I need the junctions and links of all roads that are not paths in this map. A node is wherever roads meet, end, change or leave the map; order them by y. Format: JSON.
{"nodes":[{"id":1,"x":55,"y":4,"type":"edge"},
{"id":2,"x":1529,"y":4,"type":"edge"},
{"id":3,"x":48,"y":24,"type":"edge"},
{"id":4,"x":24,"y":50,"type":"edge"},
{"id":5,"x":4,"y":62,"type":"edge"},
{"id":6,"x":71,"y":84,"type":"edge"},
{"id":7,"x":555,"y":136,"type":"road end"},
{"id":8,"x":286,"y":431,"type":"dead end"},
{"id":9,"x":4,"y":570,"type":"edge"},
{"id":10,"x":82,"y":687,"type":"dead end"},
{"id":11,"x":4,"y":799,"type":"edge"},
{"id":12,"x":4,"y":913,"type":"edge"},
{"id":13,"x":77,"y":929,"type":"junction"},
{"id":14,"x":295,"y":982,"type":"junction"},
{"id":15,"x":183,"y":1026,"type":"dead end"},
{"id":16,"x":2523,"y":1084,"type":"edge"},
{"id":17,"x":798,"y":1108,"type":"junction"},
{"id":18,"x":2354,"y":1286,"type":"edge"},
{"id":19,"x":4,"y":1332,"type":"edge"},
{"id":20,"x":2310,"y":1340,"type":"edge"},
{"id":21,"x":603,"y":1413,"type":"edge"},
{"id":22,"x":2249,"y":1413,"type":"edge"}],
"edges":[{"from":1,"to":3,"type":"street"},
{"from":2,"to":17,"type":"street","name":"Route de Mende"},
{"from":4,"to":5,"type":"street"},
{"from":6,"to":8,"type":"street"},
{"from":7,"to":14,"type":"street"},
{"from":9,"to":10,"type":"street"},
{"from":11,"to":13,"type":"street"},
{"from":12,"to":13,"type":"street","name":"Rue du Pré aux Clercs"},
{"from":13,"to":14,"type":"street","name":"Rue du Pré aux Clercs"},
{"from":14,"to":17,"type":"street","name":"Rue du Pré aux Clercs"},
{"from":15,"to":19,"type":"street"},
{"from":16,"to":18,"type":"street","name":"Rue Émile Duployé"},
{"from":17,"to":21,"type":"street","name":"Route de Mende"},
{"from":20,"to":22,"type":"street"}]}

== PROMPT ==
Each line of the data must be returned exactly.

== RESPONSE ==
I need the junctions and links of all roads that are not paths in this map. A node is wherever roads meet, end, change or leave the map; order them by y. Format: JSON.
{"nodes":[{"id":1,"x":55,"y":4,"type":"edge"},
{"id":2,"x":1529,"y":4,"type":"edge"},
{"id":3,"x":48,"y":24,"type":"edge"},
{"id":4,"x":24,"y":50,"type":"edge"},
{"id":5,"x":4,"y":62,"type":"edge"},
{"id":6,"x":71,"y":84,"type":"edge"},
{"id":7,"x":555,"y":136,"type":"road end"},
{"id":8,"x":286,"y":431,"type":"dead end"},
{"id":9,"x":4,"y":570,"type":"edge"},
{"id":10,"x":82,"y":687,"type":"dead end"},
{"id":11,"x":4,"y":799,"type":"edge"},
{"id":12,"x":4,"y":913,"type":"edge"},
{"id":13,"x":77,"y":929,"type":"junction"},
{"id":14,"x":295,"y":982,"type":"junction"},
{"id":15,"x":183,"y":1026,"type":"dead end"},
{"id":16,"x":2523,"y":1084,"type":"edge"},
{"id":17,"x":798,"y":1108,"type":"junction"},
{"id":18,"x":2354,"y":1286,"type":"edge"},
{"id":19,"x":4,"y":1332,"type":"edge"},
{"id":20,"x":2310,"y":1340,"type":"edge"},
{"id":21,"x":603,"y":1413,"type":"edge"},
{"id":22,"x":2249,"y":1413,"type":"edge"}],
"edges":[{"from":1,"to":3,"type":"street"},
{"from":2,"to":17,"type":"street","name":"Route de Mende"},
{"from":4,"to":5,"type":"street"},
{"from":6,"to":8,"type":"street"},
{"from":7,"to":14,"type":"street"},
{"from":9,"to":10,"type":"street"},
{"from":11,"to":13,"type":"street"},
{"from":12,"to":13,"type":"street","name":"Rue du Pré aux Clercs"},
{"from":13,"to":14,"type":"street","name":"Rue du Pré aux Clercs"},
{"from":14,"to":17,"type":"street","name":"Rue du Pré aux Clercs"},
{"from":15,"to":19,"type":"street"},
{"from":16,"to":18,"type":"street","name":"Rue Émile Duployé"},
{"from":17,"to":21,"type":"street","name":"Route de Mende"},
{"from":20,"to":22,"type":"street"}]}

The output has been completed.